## Prompt:
What is needed is a faithful copy of all the entries, with no pictures in it.

***** Data supplied

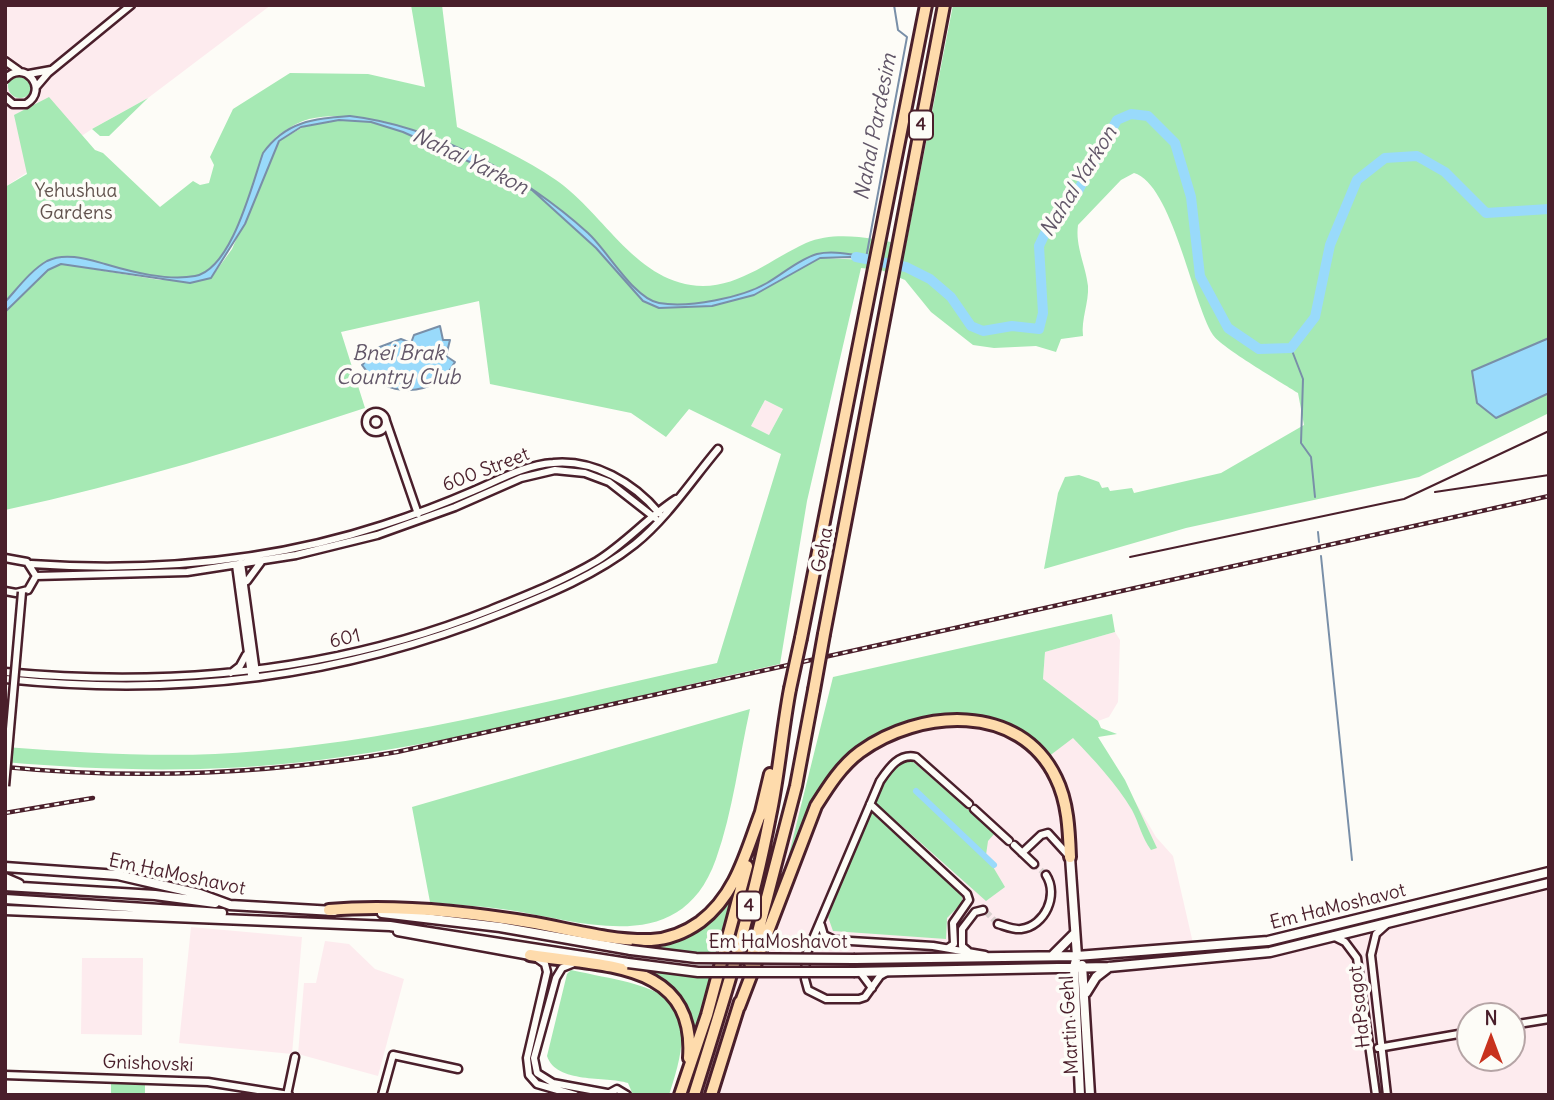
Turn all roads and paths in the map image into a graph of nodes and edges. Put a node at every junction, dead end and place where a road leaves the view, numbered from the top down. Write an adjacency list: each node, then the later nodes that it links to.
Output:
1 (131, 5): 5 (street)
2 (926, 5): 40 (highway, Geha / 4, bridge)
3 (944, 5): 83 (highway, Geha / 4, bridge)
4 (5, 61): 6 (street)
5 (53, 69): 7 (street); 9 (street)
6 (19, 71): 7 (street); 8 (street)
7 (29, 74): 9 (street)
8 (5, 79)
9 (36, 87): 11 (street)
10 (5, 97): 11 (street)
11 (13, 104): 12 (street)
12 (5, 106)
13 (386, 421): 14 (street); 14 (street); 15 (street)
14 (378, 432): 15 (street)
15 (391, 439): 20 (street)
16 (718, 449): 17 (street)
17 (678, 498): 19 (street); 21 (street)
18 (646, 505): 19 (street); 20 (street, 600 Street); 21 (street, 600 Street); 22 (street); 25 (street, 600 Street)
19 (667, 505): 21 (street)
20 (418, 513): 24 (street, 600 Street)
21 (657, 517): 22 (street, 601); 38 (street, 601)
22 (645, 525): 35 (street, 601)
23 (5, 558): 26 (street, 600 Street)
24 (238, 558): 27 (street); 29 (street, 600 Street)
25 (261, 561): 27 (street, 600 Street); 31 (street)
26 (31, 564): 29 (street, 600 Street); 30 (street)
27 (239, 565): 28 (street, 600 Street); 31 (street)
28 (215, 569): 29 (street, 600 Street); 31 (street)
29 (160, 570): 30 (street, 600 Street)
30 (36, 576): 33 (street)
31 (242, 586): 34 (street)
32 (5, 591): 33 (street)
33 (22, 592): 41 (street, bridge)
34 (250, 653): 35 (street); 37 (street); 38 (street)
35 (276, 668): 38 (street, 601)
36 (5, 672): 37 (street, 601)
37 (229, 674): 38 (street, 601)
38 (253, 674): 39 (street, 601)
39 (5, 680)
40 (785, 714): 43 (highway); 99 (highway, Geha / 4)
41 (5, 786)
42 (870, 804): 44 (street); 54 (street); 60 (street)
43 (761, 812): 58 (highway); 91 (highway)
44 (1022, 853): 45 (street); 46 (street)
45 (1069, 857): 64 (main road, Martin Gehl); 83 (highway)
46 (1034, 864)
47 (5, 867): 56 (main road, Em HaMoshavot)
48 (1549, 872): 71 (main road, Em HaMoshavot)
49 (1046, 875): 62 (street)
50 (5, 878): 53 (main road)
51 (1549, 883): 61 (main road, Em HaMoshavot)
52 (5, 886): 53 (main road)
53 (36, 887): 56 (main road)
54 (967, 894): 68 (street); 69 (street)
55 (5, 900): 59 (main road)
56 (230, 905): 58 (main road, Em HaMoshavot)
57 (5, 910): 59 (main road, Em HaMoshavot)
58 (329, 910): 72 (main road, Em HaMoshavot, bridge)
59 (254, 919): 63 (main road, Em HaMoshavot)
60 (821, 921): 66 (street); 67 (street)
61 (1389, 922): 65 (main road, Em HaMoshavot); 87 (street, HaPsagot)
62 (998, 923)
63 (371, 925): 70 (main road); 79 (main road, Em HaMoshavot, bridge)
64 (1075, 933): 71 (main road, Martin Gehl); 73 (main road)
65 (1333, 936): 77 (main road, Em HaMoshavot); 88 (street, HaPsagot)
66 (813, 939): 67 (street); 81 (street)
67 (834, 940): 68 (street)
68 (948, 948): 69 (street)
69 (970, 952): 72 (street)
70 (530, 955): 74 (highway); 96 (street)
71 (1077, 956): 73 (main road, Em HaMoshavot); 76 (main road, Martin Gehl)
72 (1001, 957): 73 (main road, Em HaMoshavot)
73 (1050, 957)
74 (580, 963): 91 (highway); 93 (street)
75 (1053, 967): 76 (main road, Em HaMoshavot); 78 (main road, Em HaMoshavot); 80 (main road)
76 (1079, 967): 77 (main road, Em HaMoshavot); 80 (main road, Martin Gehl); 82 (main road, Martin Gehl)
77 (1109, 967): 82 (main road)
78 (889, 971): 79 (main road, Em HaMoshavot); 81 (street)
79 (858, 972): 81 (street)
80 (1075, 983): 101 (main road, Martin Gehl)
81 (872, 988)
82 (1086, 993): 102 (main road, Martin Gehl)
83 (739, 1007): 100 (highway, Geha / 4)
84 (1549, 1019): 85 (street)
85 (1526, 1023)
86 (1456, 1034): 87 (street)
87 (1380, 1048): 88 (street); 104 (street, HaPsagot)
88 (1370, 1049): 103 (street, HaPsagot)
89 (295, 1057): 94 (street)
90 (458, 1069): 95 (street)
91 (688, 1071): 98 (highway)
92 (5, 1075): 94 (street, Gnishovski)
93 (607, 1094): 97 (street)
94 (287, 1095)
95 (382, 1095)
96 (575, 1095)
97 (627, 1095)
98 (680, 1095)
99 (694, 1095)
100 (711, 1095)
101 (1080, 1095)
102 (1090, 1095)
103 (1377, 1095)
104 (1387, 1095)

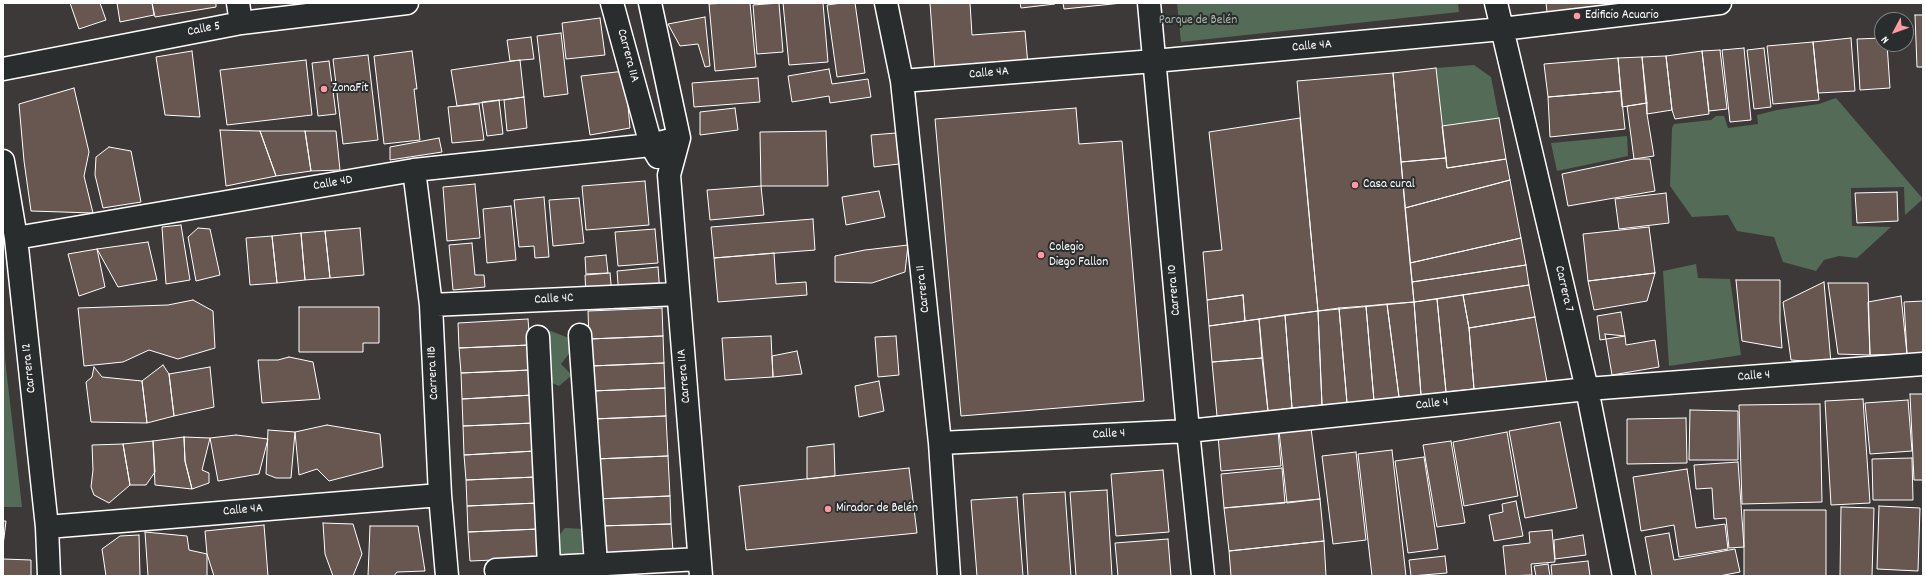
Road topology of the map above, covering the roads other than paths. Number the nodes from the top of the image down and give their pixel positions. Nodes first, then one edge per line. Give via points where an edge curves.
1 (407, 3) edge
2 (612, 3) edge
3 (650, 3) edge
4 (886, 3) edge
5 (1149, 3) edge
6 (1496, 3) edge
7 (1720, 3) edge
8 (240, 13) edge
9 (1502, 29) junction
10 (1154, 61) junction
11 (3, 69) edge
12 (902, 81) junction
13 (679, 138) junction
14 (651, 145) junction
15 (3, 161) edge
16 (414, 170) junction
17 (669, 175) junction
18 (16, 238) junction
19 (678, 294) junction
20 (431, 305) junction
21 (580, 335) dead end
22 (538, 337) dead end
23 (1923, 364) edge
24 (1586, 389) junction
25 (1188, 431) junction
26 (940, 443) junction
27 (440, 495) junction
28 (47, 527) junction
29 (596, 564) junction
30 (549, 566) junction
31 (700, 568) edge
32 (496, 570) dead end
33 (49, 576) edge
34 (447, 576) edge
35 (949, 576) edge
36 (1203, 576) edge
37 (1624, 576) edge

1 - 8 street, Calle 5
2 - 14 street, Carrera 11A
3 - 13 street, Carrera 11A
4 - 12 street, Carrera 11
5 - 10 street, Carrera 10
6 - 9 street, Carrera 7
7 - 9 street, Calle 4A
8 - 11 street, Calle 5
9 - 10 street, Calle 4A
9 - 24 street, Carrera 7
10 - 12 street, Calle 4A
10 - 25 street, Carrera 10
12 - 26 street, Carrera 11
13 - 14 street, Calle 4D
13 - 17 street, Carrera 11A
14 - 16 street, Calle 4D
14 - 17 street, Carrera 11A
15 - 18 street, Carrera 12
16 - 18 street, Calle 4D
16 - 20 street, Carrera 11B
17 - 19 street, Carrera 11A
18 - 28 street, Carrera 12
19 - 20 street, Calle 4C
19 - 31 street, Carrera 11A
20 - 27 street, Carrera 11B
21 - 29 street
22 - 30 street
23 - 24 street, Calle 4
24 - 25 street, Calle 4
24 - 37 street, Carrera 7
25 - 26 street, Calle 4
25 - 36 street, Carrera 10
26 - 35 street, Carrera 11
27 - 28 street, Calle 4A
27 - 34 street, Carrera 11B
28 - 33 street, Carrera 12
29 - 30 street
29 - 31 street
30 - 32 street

**********

## Solution to this exercise:
Turn all roads and paths in the map image into a graph of nodes and edges. Put a node at every junction, dead end and place where a road leaves the view, numbered from the top down. Write an adjacency list: each node, then the later nodes that it links to.
Output:
1 (131, 5): 5 (street)
2 (926, 5): 40 (highway, Geha / 4, bridge)
3 (944, 5): 83 (highway, Geha / 4, bridge)
4 (5, 61): 6 (street)
5 (53, 69): 7 (street); 9 (street)
6 (19, 71): 7 (street); 8 (street)
7 (29, 74): 9 (street)
8 (5, 79)
9 (36, 87): 11 (street)
10 (5, 97): 11 (street)
11 (13, 104): 12 (street)
12 (5, 106)
13 (386, 421): 14 (street); 14 (street); 15 (street)
14 (378, 432): 15 (street)
15 (391, 439): 20 (street)
16 (718, 449): 17 (street)
17 (678, 498): 19 (street); 21 (street)
18 (646, 505): 19 (street); 20 (street, 600 Street); 21 (street, 600 Street); 22 (street); 25 (street, 600 Street)
19 (667, 505): 21 (street)
20 (418, 513): 24 (street, 600 Street)
21 (657, 517): 22 (street, 601); 38 (street, 601)
22 (645, 525): 35 (street, 601)
23 (5, 558): 26 (street, 600 Street)
24 (238, 558): 27 (street); 29 (street, 600 Street)
25 (261, 561): 27 (street, 600 Street); 31 (street)
26 (31, 564): 29 (street, 600 Street); 30 (street)
27 (239, 565): 28 (street, 600 Street); 31 (street)
28 (215, 569): 29 (street, 600 Street); 31 (street)
29 (160, 570): 30 (street, 600 Street)
30 (36, 576): 33 (street)
31 (242, 586): 34 (street)
32 (5, 591): 33 (street)
33 (22, 592): 41 (street, bridge)
34 (250, 653): 35 (street); 37 (street); 38 (street)
35 (276, 668): 38 (street, 601)
36 (5, 672): 37 (street, 601)
37 (229, 674): 38 (street, 601)
38 (253, 674): 39 (street, 601)
39 (5, 680)
40 (785, 714): 43 (highway); 99 (highway, Geha / 4)
41 (5, 786)
42 (870, 804): 44 (street); 54 (street); 60 (street)
43 (761, 812): 58 (highway); 91 (highway)
44 (1022, 853): 45 (street); 46 (street)
45 (1069, 857): 64 (main road, Martin Gehl); 83 (highway)
46 (1034, 864)
47 (5, 867): 56 (main road, Em HaMoshavot)
48 (1549, 872): 71 (main road, Em HaMoshavot)
49 (1046, 875): 62 (street)
50 (5, 878): 53 (main road)
51 (1549, 883): 61 (main road, Em HaMoshavot)
52 (5, 886): 53 (main road)
53 (36, 887): 56 (main road)
54 (967, 894): 68 (street); 69 (street)
55 (5, 900): 59 (main road)
56 (230, 905): 58 (main road, Em HaMoshavot)
57 (5, 910): 59 (main road, Em HaMoshavot)
58 (329, 910): 72 (main road, Em HaMoshavot, bridge)
59 (254, 919): 63 (main road, Em HaMoshavot)
60 (821, 921): 66 (street); 67 (street)
61 (1389, 922): 65 (main road, Em HaMoshavot); 87 (street, HaPsagot)
62 (998, 923)
63 (371, 925): 70 (main road); 79 (main road, Em HaMoshavot, bridge)
64 (1075, 933): 71 (main road, Martin Gehl); 73 (main road)
65 (1333, 936): 77 (main road, Em HaMoshavot); 88 (street, HaPsagot)
66 (813, 939): 67 (street); 81 (street)
67 (834, 940): 68 (street)
68 (948, 948): 69 (street)
69 (970, 952): 72 (street)
70 (530, 955): 74 (highway); 96 (street)
71 (1077, 956): 73 (main road, Em HaMoshavot); 76 (main road, Martin Gehl)
72 (1001, 957): 73 (main road, Em HaMoshavot)
73 (1050, 957)
74 (580, 963): 91 (highway); 93 (street)
75 (1053, 967): 76 (main road, Em HaMoshavot); 78 (main road, Em HaMoshavot); 80 (main road)
76 (1079, 967): 77 (main road, Em HaMoshavot); 80 (main road, Martin Gehl); 82 (main road, Martin Gehl)
77 (1109, 967): 82 (main road)
78 (889, 971): 79 (main road, Em HaMoshavot); 81 (street)
79 (858, 972): 81 (street)
80 (1075, 983): 101 (main road, Martin Gehl)
81 (872, 988)
82 (1086, 993): 102 (main road, Martin Gehl)
83 (739, 1007): 100 (highway, Geha / 4)
84 (1549, 1019): 85 (street)
85 (1526, 1023)
86 (1456, 1034): 87 (street)
87 (1380, 1048): 88 (street); 104 (street, HaPsagot)
88 (1370, 1049): 103 (street, HaPsagot)
89 (295, 1057): 94 (street)
90 (458, 1069): 95 (street)
91 (688, 1071): 98 (highway)
92 (5, 1075): 94 (street, Gnishovski)
93 (607, 1094): 97 (street)
94 (287, 1095)
95 (382, 1095)
96 (575, 1095)
97 (627, 1095)
98 (680, 1095)
99 (694, 1095)
100 (711, 1095)
101 (1080, 1095)
102 (1090, 1095)
103 (1377, 1095)
104 (1387, 1095)

Road topology of the map above, covering the roads other than paths. Number the nodes from the top of the image down and give their pixel positions. Nodes first, then one edge per line. Give via points where an edge curves.
1 (407, 3) edge
2 (612, 3) edge
3 (650, 3) edge
4 (886, 3) edge
5 (1149, 3) edge
6 (1496, 3) edge
7 (1720, 3) edge
8 (240, 13) edge
9 (1502, 29) junction
10 (1154, 61) junction
11 (3, 69) edge
12 (902, 81) junction
13 (679, 138) junction
14 (651, 145) junction
15 (3, 161) edge
16 (414, 170) junction
17 (669, 175) junction
18 (16, 238) junction
19 (678, 294) junction
20 (431, 305) junction
21 (580, 335) dead end
22 (538, 337) dead end
23 (1923, 364) edge
24 (1586, 389) junction
25 (1188, 431) junction
26 (940, 443) junction
27 (440, 495) junction
28 (47, 527) junction
29 (596, 564) junction
30 (549, 566) junction
31 (700, 568) edge
32 (496, 570) dead end
33 (49, 576) edge
34 (447, 576) edge
35 (949, 576) edge
36 (1203, 576) edge
37 (1624, 576) edge

1 - 8 street, Calle 5
2 - 14 street, Carrera 11A
3 - 13 street, Carrera 11A
4 - 12 street, Carrera 11
5 - 10 street, Carrera 10
6 - 9 street, Carrera 7
7 - 9 street, Calle 4A
8 - 11 street, Calle 5
9 - 10 street, Calle 4A
9 - 24 street, Carrera 7
10 - 12 street, Calle 4A
10 - 25 street, Carrera 10
12 - 26 street, Carrera 11
13 - 14 street, Calle 4D
13 - 17 street, Carrera 11A
14 - 16 street, Calle 4D
14 - 17 street, Carrera 11A
15 - 18 street, Carrera 12
16 - 18 street, Calle 4D
16 - 20 street, Carrera 11B
17 - 19 street, Carrera 11A
18 - 28 street, Carrera 12
19 - 20 street, Calle 4C
19 - 31 street, Carrera 11A
20 - 27 street, Carrera 11B
21 - 29 street
22 - 30 street
23 - 24 street, Calle 4
24 - 25 street, Calle 4
24 - 37 street, Carrera 7
25 - 26 street, Calle 4
25 - 36 street, Carrera 10
26 - 35 street, Carrera 11
27 - 28 street, Calle 4A
27 - 34 street, Carrera 11B
28 - 33 street, Carrera 12
29 - 30 street
29 - 31 street
30 - 32 street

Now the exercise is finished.